Task to carry out: Scan the lines below for the string "this" and copy every one that has it.
^^^^^^^^^^^^^^^^
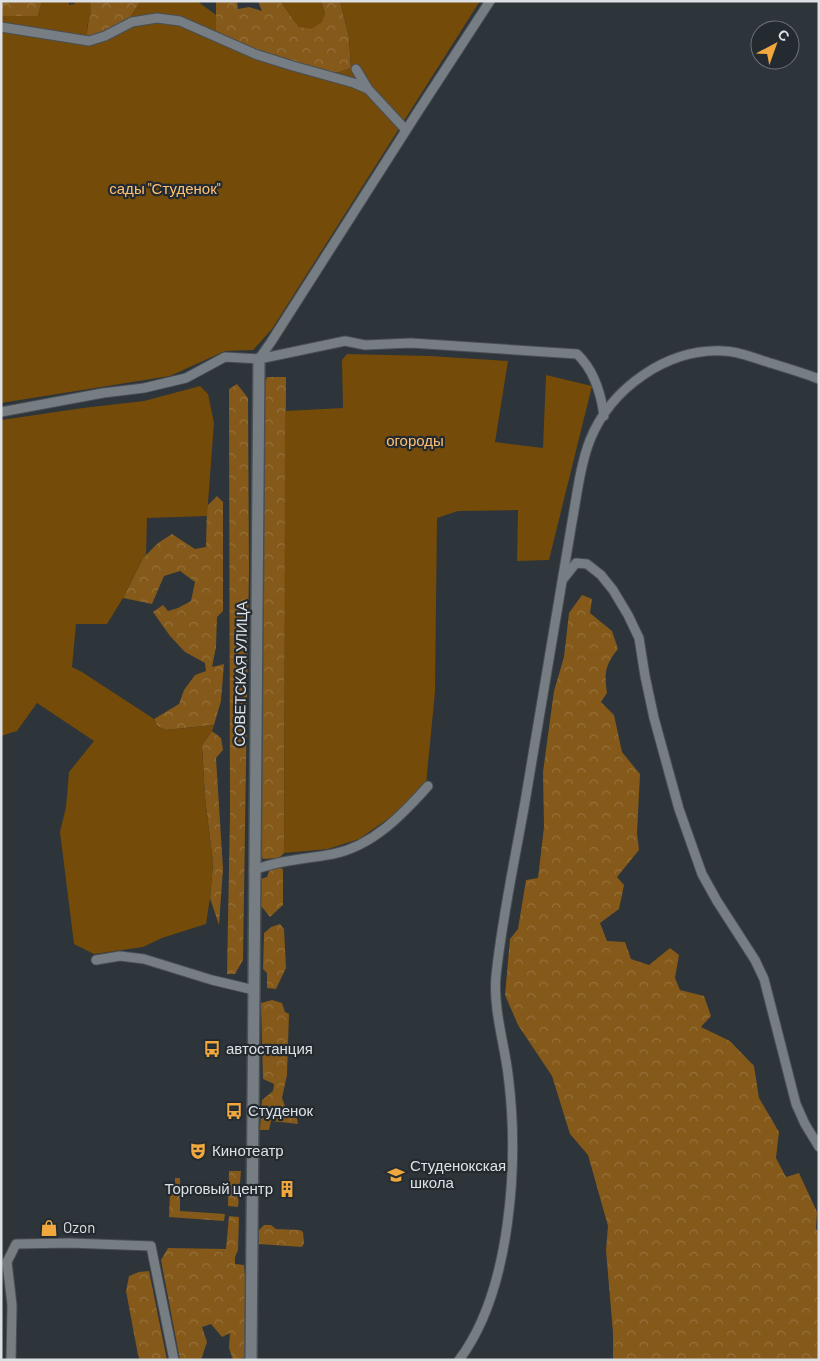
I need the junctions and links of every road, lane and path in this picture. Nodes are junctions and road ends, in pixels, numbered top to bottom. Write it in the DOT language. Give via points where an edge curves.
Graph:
graph roads {
  1 [pos="490,1"];
  2 [pos="1,28"];
  3 [pos="356,69"];
  4 [pos="368,89"];
  5 [pos="406,130"];
  6 [pos="259,359"];
  7 [pos="819,379"];
  8 [pos="1,412"];
  9 [pos="604,416"];
  10 [pos="562,580"];
  11 [pos="428,786"];
  12 [pos="254,870"];
  13 [pos="96,960"];
  14 [pos="254,990"];
  15 [pos="819,1147"];
  16 [pos="251,1357"];
  17 [pos="11,1360"];
  18 [pos="174,1360"];
  19 [pos="459,1360"];
  1 -- 5 [label="street"];
  2 -- 4 [label="street" via="89,42 132,22 157,18 180,21 255,54"];
  3 -- 4 [label="street"];
  4 -- 5 [label="street"];
  5 -- 6 [label="street"];
  6 -- 8 [label="street" via="225,357 186,378"];
  6 -- 9 [label="street" via="346,341 365,345 411,343 577,354 586,362 602,396"];
  6 -- 12 [label="street, СОВЕТСКАЯ УЛИЦА"];
  7 -- 9 [label="street" via="726,351 689,353 648,372 629,386"];
  9 -- 10 [label="street" via="590,440 582,470"];
  10 -- 15 [label="street" via="576,562 587,564 614,590 639,638 654,718 687,832 702,874 764,979 796,1104"];
  10 -- 19 [label="street" via="496,978 512,1121 512,1172 502,1257 485,1314"];
  11 -- 12 [label="street" via="384,830 364,842 335,854 296,858"];
  12 -- 14 [label="street, СОВЕТСКАЯ УЛИЦА"];
  13 -- 14 [label="street" via="120,956 144,959"];
  14 -- 16 [label="street, СОВЕТСКАЯ УЛИЦА"];
  17 -- 18 [label="street" via="12,1305 7,1262 16,1244 70,1243 151,1246"];
}
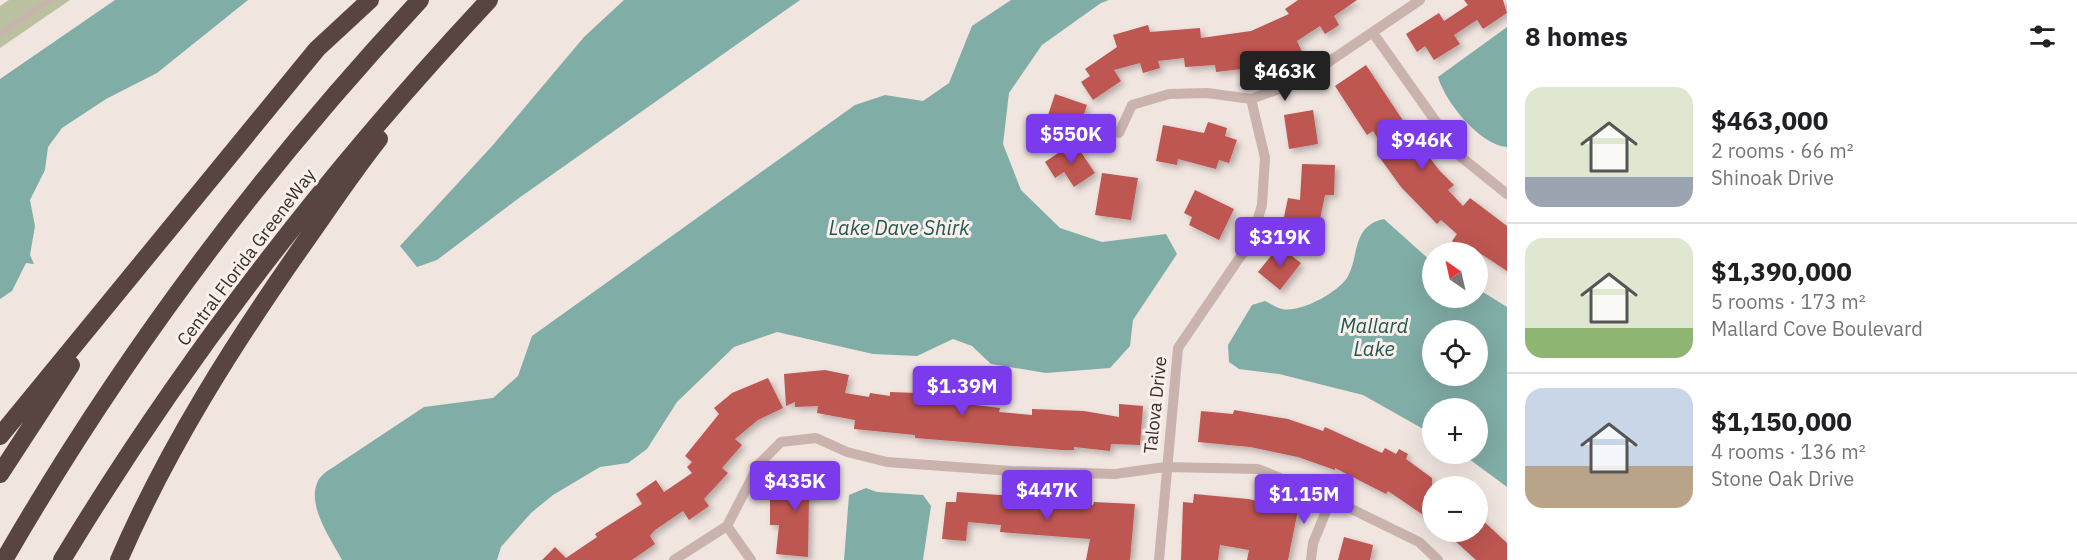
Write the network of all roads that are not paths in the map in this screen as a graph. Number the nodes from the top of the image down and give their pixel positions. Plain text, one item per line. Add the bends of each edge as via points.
^^^^^^^^^^^^^^^^
Task solution:
I need the junctions and links of every road, lane and path in this picture. Nodes are junctions and road ends, in pixels, numbered top to bottom. Write it in the DOT language. Give via points where an edge curves.
Write the network of all roads that are not paths in the map in this screen as a graph. Number the nodes from the top of the image down and give their pixel positions. Plain text, one item per line. Add the bends of each edge as via points.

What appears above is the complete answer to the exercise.